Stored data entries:
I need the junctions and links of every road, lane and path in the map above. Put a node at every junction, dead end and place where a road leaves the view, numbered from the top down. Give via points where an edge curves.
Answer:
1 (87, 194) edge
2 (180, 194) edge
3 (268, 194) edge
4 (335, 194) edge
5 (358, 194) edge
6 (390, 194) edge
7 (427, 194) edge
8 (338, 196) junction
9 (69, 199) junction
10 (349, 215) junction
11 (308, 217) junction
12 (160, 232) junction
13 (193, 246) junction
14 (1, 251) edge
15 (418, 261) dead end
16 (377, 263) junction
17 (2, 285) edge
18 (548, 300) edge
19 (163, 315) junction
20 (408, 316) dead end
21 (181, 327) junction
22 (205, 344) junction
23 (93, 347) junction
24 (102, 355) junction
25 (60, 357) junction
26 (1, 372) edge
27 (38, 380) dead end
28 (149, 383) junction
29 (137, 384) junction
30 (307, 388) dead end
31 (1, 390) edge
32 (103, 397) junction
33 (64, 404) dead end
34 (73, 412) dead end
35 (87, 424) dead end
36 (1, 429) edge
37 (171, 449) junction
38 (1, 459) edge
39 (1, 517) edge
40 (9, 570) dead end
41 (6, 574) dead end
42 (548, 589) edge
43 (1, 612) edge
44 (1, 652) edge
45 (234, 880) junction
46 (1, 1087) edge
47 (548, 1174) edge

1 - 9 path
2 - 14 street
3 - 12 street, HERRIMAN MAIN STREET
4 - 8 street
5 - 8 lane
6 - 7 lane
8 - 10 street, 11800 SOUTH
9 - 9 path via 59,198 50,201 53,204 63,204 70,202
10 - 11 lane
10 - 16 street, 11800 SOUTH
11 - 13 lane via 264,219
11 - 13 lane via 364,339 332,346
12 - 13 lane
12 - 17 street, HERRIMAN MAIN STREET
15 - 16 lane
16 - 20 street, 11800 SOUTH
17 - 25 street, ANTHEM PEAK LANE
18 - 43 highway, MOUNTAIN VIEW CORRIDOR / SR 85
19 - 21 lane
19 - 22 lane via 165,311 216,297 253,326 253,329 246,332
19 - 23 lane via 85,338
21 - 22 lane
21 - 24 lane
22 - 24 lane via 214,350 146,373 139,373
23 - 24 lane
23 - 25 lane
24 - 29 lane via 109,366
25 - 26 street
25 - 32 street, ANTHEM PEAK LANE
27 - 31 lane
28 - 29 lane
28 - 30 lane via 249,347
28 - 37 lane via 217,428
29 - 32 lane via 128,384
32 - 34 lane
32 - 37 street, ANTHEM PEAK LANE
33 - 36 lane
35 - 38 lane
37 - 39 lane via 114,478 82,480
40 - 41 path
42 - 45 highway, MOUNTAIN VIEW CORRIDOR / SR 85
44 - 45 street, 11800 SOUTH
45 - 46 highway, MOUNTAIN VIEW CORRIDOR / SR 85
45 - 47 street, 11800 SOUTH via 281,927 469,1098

# THE TASK:
Lines containing the string "HERRIMAN" are the ones to copy from the entries above.

# RESULT FOR THIS TASK:
3 - 12 street, HERRIMAN MAIN STREET
12 - 17 street, HERRIMAN MAIN STREET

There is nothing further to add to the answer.